Loss of polarity regulators initiates gasdermin E mediated pyroptosis in human maternal fetal interface trophoblasts

Abstract

AbstractThe syncytiotrophoblast is the placental epithelial cell that forms the maternal surface of the human placenta, acting as a barrier and facilitating exchange between mother and fetus. Syncytiotrophoblast dysfunction is a feature of pregnancy pathologies, like preeclampsia. Dysfunctional syncytiotrophoblast display a loss of microvilli, a marker of aberrant apical-basal polarization, but little data exists about the regulation of syncytiotrophoblast polarity. Atypical protein kinase-c (aPKC) isoforms are conserved polarity regulators. Thus, we hypothesized that aPKC isoforms regulate syncytiotrophoblast polarity.
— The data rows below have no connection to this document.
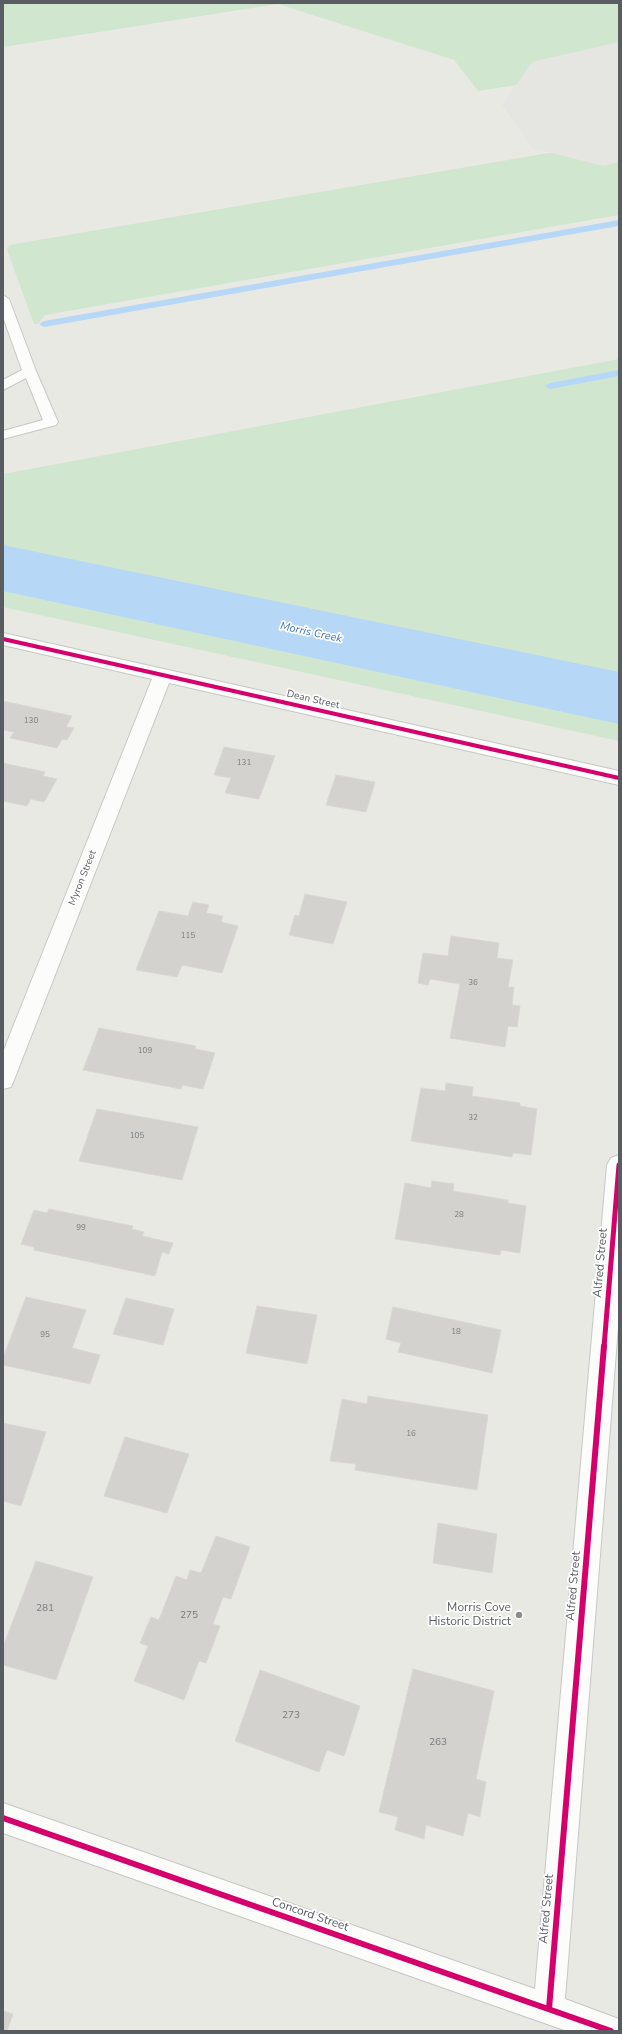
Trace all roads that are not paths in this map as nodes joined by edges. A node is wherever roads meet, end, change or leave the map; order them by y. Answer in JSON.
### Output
{"nodes":[{"id":1,"x":3,"y":299,"type":"edge"},
{"id":2,"x":29,"y":371,"type":"junction"},
{"id":3,"x":3,"y":376,"type":"edge"},
{"id":4,"x":3,"y":386,"type":"edge"},
{"id":5,"x":51,"y":422,"type":"junction"},
{"id":6,"x":3,"y":423,"type":"edge"},
{"id":7,"x":3,"y":436,"type":"edge"},
{"id":8,"x":3,"y":639,"type":"edge"},
{"id":9,"x":163,"y":675,"type":"junction"},
{"id":10,"x":619,"y":778,"type":"edge"},
{"id":11,"x":3,"y":1080,"type":"edge"},
{"id":12,"x":619,"y":1166,"type":"edge"},
{"id":13,"x":3,"y":1818,"type":"edge"},
{"id":14,"x":549,"y":2009,"type":"junction"},
{"id":15,"x":611,"y":2031,"type":"edge"}],
"edges":[{"from":1,"to":2,"type":"lane"},
{"from":2,"to":3,"type":"lane"},
{"from":2,"to":4,"type":"lane"},
{"from":2,"to":5,"type":"lane"},
{"from":5,"to":6,"type":"lane"},
{"from":5,"to":7,"type":"lane"},
{"from":8,"to":9,"type":"street","name":"Dean Street"},
{"from":9,"to":10,"type":"street","name":"Dean Street"},
{"from":9,"to":11,"type":"street","name":"Myron Street"},
{"from":12,"to":14,"type":"street","name":"Alfred Street"},
{"from":13,"to":14,"type":"street","name":"Concord Street"},
{"from":14,"to":15,"type":"street","name":"Concord Street"}]}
Using human placental explant culture and primary trophoblasts, we found that loss of aPKC activity or expression induces syncytiotrophoblast gasdermin E dependent pyroptosis. We also establish that TNF-α induces an isoform specific decrease in aPKC expression and gasdermin E dependent pyroptosis. Therefore, aPKCs are homeostatic regulators of syncytiotrophoblast function and a pathogenically relevant pro-inflammatory signal leads to a highly pro-inflammatory form of cell death at the maternal-fetal interface. Therefore, our results have important implications for the pathobiology of placental disorders.